[EXERCISE INSTRUCTIONS]: Without leaving out a single line, restate the entries below exactly.

[PROVIDED ENTRIES]:
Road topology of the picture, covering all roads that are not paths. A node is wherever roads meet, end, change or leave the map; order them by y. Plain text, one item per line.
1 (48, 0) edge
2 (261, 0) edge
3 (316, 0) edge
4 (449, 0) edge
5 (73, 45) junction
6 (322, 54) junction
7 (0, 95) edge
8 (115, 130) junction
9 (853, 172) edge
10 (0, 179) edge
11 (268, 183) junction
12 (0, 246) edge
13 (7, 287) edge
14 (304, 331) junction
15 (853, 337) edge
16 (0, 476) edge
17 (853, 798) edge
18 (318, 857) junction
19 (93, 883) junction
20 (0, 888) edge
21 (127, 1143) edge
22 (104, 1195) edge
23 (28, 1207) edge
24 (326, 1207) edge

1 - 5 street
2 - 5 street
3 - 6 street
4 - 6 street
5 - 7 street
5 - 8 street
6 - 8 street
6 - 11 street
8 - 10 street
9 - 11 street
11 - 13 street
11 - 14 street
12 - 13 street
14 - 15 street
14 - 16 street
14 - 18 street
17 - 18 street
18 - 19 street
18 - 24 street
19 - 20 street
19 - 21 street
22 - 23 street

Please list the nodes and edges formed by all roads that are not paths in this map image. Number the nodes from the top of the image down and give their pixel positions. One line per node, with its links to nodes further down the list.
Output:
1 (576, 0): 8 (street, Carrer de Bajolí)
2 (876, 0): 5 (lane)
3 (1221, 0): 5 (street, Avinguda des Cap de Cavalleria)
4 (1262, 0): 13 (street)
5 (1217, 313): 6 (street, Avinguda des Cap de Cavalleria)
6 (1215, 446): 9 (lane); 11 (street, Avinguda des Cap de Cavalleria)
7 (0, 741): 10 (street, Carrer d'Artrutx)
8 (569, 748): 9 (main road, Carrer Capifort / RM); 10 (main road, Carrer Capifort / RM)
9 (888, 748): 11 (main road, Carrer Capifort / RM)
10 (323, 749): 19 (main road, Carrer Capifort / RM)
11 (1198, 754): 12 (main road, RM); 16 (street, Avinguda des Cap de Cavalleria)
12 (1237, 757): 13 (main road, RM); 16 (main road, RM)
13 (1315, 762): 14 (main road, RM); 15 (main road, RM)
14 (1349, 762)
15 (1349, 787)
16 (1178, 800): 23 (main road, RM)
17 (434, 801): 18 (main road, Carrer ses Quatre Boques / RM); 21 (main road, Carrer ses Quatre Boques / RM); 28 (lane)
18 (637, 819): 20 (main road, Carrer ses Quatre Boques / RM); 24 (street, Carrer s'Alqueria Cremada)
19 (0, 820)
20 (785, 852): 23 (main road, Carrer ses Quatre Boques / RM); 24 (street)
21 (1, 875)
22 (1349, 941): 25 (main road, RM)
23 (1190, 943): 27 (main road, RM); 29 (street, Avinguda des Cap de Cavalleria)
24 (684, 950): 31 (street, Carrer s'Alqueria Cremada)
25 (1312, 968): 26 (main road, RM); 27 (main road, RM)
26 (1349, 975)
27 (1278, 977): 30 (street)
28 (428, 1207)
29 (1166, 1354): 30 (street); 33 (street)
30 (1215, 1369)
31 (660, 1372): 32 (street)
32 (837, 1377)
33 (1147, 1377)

[ANSWER FOR THIS EXERCISE]:
Road topology of the picture, covering all roads that are not paths. A node is wherever roads meet, end, change or leave the map; order them by y. Plain text, one item per line.
1 (48, 0) edge
2 (261, 0) edge
3 (316, 0) edge
4 (449, 0) edge
5 (73, 45) junction
6 (322, 54) junction
7 (0, 95) edge
8 (115, 130) junction
9 (853, 172) edge
10 (0, 179) edge
11 (268, 183) junction
12 (0, 246) edge
13 (7, 287) edge
14 (304, 331) junction
15 (853, 337) edge
16 (0, 476) edge
17 (853, 798) edge
18 (318, 857) junction
19 (93, 883) junction
20 (0, 888) edge
21 (127, 1143) edge
22 (104, 1195) edge
23 (28, 1207) edge
24 (326, 1207) edge

1 - 5 street
2 - 5 street
3 - 6 street
4 - 6 street
5 - 7 street
5 - 8 street
6 - 8 street
6 - 11 street
8 - 10 street
9 - 11 street
11 - 13 street
11 - 14 street
12 - 13 street
14 - 15 street
14 - 16 street
14 - 18 street
17 - 18 street
18 - 19 street
18 - 24 street
19 - 20 street
19 - 21 street
22 - 23 street

Please list the nodes and edges formed by all roads that are not paths in this map image. Number the nodes from the top of the image down and give their pixel positions. One line per node, with its links to nodes further down the list.
Output:
1 (576, 0): 8 (street, Carrer de Bajolí)
2 (876, 0): 5 (lane)
3 (1221, 0): 5 (street, Avinguda des Cap de Cavalleria)
4 (1262, 0): 13 (street)
5 (1217, 313): 6 (street, Avinguda des Cap de Cavalleria)
6 (1215, 446): 9 (lane); 11 (street, Avinguda des Cap de Cavalleria)
7 (0, 741): 10 (street, Carrer d'Artrutx)
8 (569, 748): 9 (main road, Carrer Capifort / RM); 10 (main road, Carrer Capifort / RM)
9 (888, 748): 11 (main road, Carrer Capifort / RM)
10 (323, 749): 19 (main road, Carrer Capifort / RM)
11 (1198, 754): 12 (main road, RM); 16 (street, Avinguda des Cap de Cavalleria)
12 (1237, 757): 13 (main road, RM); 16 (main road, RM)
13 (1315, 762): 14 (main road, RM); 15 (main road, RM)
14 (1349, 762)
15 (1349, 787)
16 (1178, 800): 23 (main road, RM)
17 (434, 801): 18 (main road, Carrer ses Quatre Boques / RM); 21 (main road, Carrer ses Quatre Boques / RM); 28 (lane)
18 (637, 819): 20 (main road, Carrer ses Quatre Boques / RM); 24 (street, Carrer s'Alqueria Cremada)
19 (0, 820)
20 (785, 852): 23 (main road, Carrer ses Quatre Boques / RM); 24 (street)
21 (1, 875)
22 (1349, 941): 25 (main road, RM)
23 (1190, 943): 27 (main road, RM); 29 (street, Avinguda des Cap de Cavalleria)
24 (684, 950): 31 (street, Carrer s'Alqueria Cremada)
25 (1312, 968): 26 (main road, RM); 27 (main road, RM)
26 (1349, 975)
27 (1278, 977): 30 (street)
28 (428, 1207)
29 (1166, 1354): 30 (street); 33 (street)
30 (1215, 1369)
31 (660, 1372): 32 (street)
32 (837, 1377)
33 (1147, 1377)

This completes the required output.